:: WHAT IS BEING ASKED ::
In the material below, find the line with "cairo_set_line_join(ctx, CAIRO_LINE_JOIN_ROUND);" and the line with "getting the bundle", then output those two lines and every line between them, exactly.

:: SUPPLIED MATERIAL ::
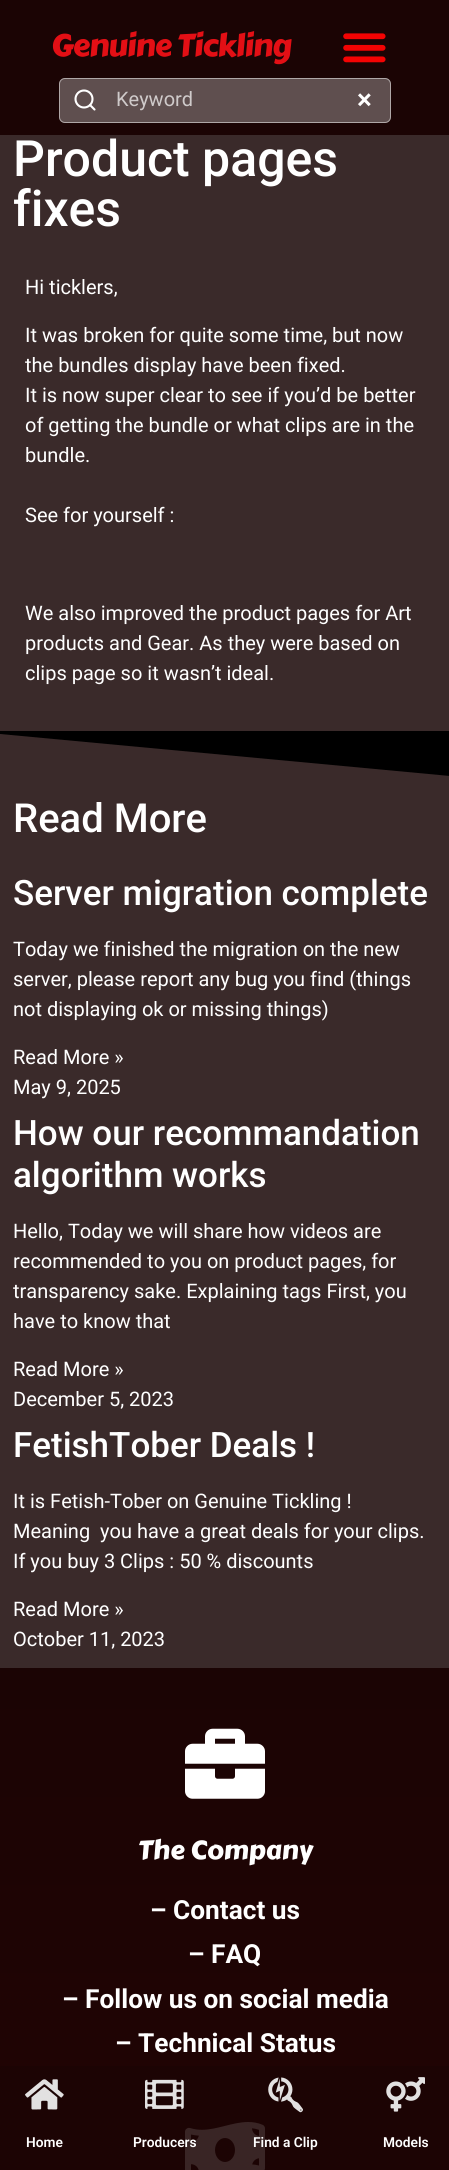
#include <cairo.h>
#include <math.h>
#include <stddef.h>

typedef struct { const char *family; double size; int italic, bold; unsigned color; } style_t;
static cairo_t *ctx;

static void ink(unsigned color) {
    cairo_set_source_rgb(ctx, (color >> 16) / 255.0, (color >> 8 & 255) / 255.0, (color & 255) / 255.0);
}

static void write(double x, double y, const char *s, const style_t *st) {
    cairo_select_font_face(ctx, st->family, st->italic ? CAIRO_FONT_SLANT_ITALIC : CAIRO_FONT_SLANT_NORMAL,
        st->bold ? CAIRO_FONT_WEIGHT_BOLD : CAIRO_FONT_WEIGHT_NORMAL);
    cairo_set_font_size(ctx, st->size);
    ink(st->color);
    cairo_move_to(ctx, x, y);
    cairo_show_text(ctx, s);
}

static void write_spaced(double x, double y, const char *s, double letter, double word) {
    cairo_move_to(ctx, x, y);
    while (*s) {
        char ch[5] = {0};
        int n = 0;
        do ch[n++] = *s++; while ((*s & 0xC0) == 0x80);
        cairo_show_text(ctx, ch);
        cairo_rel_move_to(ctx, letter + word * (*ch == ' '), 0);
    }
}

static void block(double x, double y, double w, double h, unsigned color) {
    ink(color);
    cairo_rectangle(ctx, x, y, w, h);
    cairo_fill(ctx);
}

static void round_path(double x, double y, double w, double h, double r) {
    cairo_new_sub_path(ctx);
    cairo_arc(ctx, x + w - r, y + h - r, r, 0, M_PI / 2);
    cairo_arc(ctx, x + r, y + h - r, r, M_PI / 2, M_PI);
    cairo_arc(ctx, x + r, y + r, r, M_PI, 1.5 * M_PI);
    cairo_arc(ctx, x + w - r, y + r, r, 1.5 * M_PI, 2 * M_PI);
    cairo_close_path(ctx);
}

static void paste(const char *path, double x, double y, double w, double h) {
    cairo_surface_t *image = cairo_image_surface_create_from_png(path);
    cairo_save(ctx);
    cairo_set_source_surface(ctx, image, x, y);
    cairo_rectangle(ctx, x, y, w, h);
    cairo_fill(ctx);
    cairo_restore(ctx);
    cairo_surface_destroy(image);
}

static const style_t s1 = {"Roboto", 20, 0, 0, 0xcfcaca};
static const style_t s2 = {"Roboto SemiBold", 28, 0, 0, 0xffffff};
static const style_t s3 = {"Roboto Medium", 50, 0, 0, 0xffffff};
static const style_t s4 = {"Roboto", 20, 0, 0, 0xffffff};
static const style_t s5 = {"Roboto Medium", 40, 0, 0, 0xffffff};
static const style_t s6 = {"Roboto Medium", 35, 0, 0, 0xffffff};
static const style_t s7 = {"Carter One", 26.25, 0, 0, 0xffffff};
static const style_t s8 = {"Roboto", 26.25, 0, 1, 0xffffff};
static const style_t s9 = {"Roboto SemiBold", 13.75, 0, 0, 0xffffff};

int main(void) {
    cairo_surface_t *surface = cairo_image_surface_create(CAIRO_FORMAT_RGB24, 449, 2170);
    ctx = cairo_create(surface);
    cairo_font_options_t *options = cairo_font_options_create();
    cairo_font_options_set_hint_metrics(options, CAIRO_HINT_METRICS_OFF);
    cairo_font_options_set_hint_style(options, CAIRO_HINT_STYLE_NONE);
    cairo_set_font_options(ctx, options);
    cairo_set_miter_limit(ctx, 4);
    cairo_pattern_t *gradient;
    ink(0x3a2a2a);
    cairo_paint(ctx);
    block(0, 0, 449, 135, 0x1b0404);
    cairo_select_font_face(ctx, "Carter One", CAIRO_FONT_SLANT_NORMAL, CAIRO_FONT_WEIGHT_NORMAL);
    cairo_set_font_size(ctx, 31.25);
    ink(0xe30f15);
    write_spaced(51, 56, "Genuine Tickling", -0.9, 0);
    paste("pic1.png", 343, 33, 43, 30);
    ink(0x5f4f4f);
    round_path(59, 78, 332, 45, 6);
    cairo_fill(ctx);
    round_path(59.5, 78.5, 331, 44, 5.5);
    cairo_set_source_rgba(ctx, 1, 1, 1, 0.5);
    cairo_set_line_width(ctx, 1);
    cairo_stroke(ctx);
    cairo_arc(ctx, 84, 99, 8.5, 0, 2 * M_PI);
    ink(0xffffff);
    cairo_set_line_width(ctx, 2.1);
    cairo_stroke(ctx);
    cairo_new_path(ctx);
    cairo_move_to(ctx, 94.5, 109.5);
    cairo_line_to(ctx, 90, 105);
    cairo_set_line_cap(ctx, CAIRO_LINE_CAP_ROUND);
    cairo_set_line_join(ctx, CAIRO_LINE_JOIN_ROUND);
    cairo_stroke(ctx);
    write(116, 106, "Keyword", &s1);
    write(357, 109, "×", &s2);
    write(13, 176, "Product pages", &s3);
    write(13, 226, "fixes", &s3);
    write(25, 294, "Hi ticklers,", &s4);
    write(25, 342, "It was broken for quite some time, but now", &s4);
    write(25, 372, "the bundles display have been fixed.", &s4);
    write(25, 402, "It is now super clear to see if you’d be better", &s4);
    write(25, 432, "of getting the bundle or what clips are in the", &s4);
    write(25, 462, "bundle.", &s4);
    write(25, 522, "See for yourself :", &s4);
    write(25, 620, "We also improved the product pages for Art", &s4);
    write(25, 650, "products and Gear. As they were based on", &s4);
    write(25, 680, "clips page so it wasn’t ideal.", &s4);
    ink(0x000000);
    cairo_new_path(ctx);
    cairo_move_to(ctx, 0, 734);
    cairo_line_to(ctx, 0, 731);
    cairo_line_to(ctx, 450, 731);
    cairo_line_to(ctx, 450, 776);
    cairo_close_path(ctx);
    cairo_fill(ctx);
    write(13, 832, "Read More", &s5);
    write(13, 905, "Server migration complete", &s6);
    write(13, 956, "Today we finished the migration on the new", &s4);
    write(13, 986, "server, please report any bug you find (things", &s4);
    write(13, 1016, "not displaying ok or missing things)", &s4);
    write(13, 1064, "Read More »", &s4);
    write(13, 1094, "May 9, 2025", &s4);
    write(13, 1145, "How our recommandation", &s6);
    write(13, 1187, "algorithm works", &s6);
    write(13, 1238, "Hello, Today we will share how videos are", &s4);
    write(13, 1268, "recommended to you on product pages, for", &s4);
    write(13, 1298, "transparency sake. Explaining tags First, you", &s4);
    write(13, 1328, "have to know that", &s4);
    write(13, 1376, "Read More »", &s4);
    write(13, 1406, "December 5, 2023", &s4);
    write(13, 1457, "FetishTober Deals !", &s6);
    write(13, 1508, "It is Fetish-Tober on Genuine Tickling !", &s4);
    write(13, 1538, "Meaning  you have a great deals for your clips.", &s4);
    write(13, 1568, "If you buy 3 Clips : 50 % discounts", &s4);
    write(13, 1616, "Read More »", &s4);
    write(13, 1646, "October 11, 2023", &s4);
    gradient = cairo_pattern_create_linear(225, 1668, 225, 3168);
    cairo_pattern_add_color_stop_rgba(gradient, 0, 0.106, 0.016, 0.016, 1);
    cairo_pattern_add_color_stop_rgba(gradient, 1, 0.173, 0.008, 0.008, 1);
    cairo_set_source(ctx, gradient);
    cairo_pattern_destroy(gradient);
    cairo_rectangle(ctx, 0, 1668, 449, 398);
    cairo_fill(ctx);
    gradient = cairo_pattern_create_linear(225, 1668, 225, 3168);
    cairo_pattern_add_color_stop_rgba(gradient, 0, 0.106, 0.016, 0.016, 1);
    cairo_pattern_add_color_stop_rgba(gradient, 1, 0.114, 0.016, 0.016, 1);
    cairo_set_source(ctx, gradient);
    cairo_pattern_destroy(gradient);
    cairo_rectangle(ctx, 0, 2066, 449, 104);
    cairo_fill(ctx);
    paste("pic2.png", 185, 1728, 80, 71);
    write(138, 1859, "The Company", &s7);
    write(150, 1919, "– Contact us", &s8);
    write(188, 1963, "– FAQ", &s8);
    write(62, 2008, "– Follow us on social media", &s8);
    write(115, 2052, "– Technical Status", &s8);
    paste("pic3.png", 185, 2122, 80, 48);
    paste("pic4.png", 25, 2079, 39, 31);
    paste("pic5.png", 145, 2079, 39, 30);
    paste("pic6.png", 268, 2077, 35, 36);
    paste("pic7.png", 386, 2077, 39, 35);
    write(26, 2147, "Home", &s9);
    write(133, 2147, "Producers", &s9);
    write(253, 2147, "Find a Clip", &s9);
    write(383, 2147, "Models", &s9);
    cairo_surface_write_to_png(surface, "screenshot.png");
    cairo_font_options_destroy(options);
    cairo_destroy(ctx);
    cairo_surface_destroy(surface);
    return 0;
}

:: WRITTEN RESPONSE ::
    cairo_set_line_join(ctx, CAIRO_LINE_JOIN_ROUND);
    cairo_stroke(ctx);
    write(116, 106, "Keyword", &s1);
    write(357, 109, "×", &s2);
    write(13, 176, "Product pages", &s3);
    write(13, 226, "fixes", &s3);
    write(25, 294, "Hi ticklers,", &s4);
    write(25, 342, "It was broken for quite some time, but now", &s4);
    write(25, 372, "the bundles display have been fixed.", &s4);
    write(25, 402, "It is now super clear to see if you’d be better", &s4);
    write(25, 432, "of getting the bundle or what clips are in the", &s4);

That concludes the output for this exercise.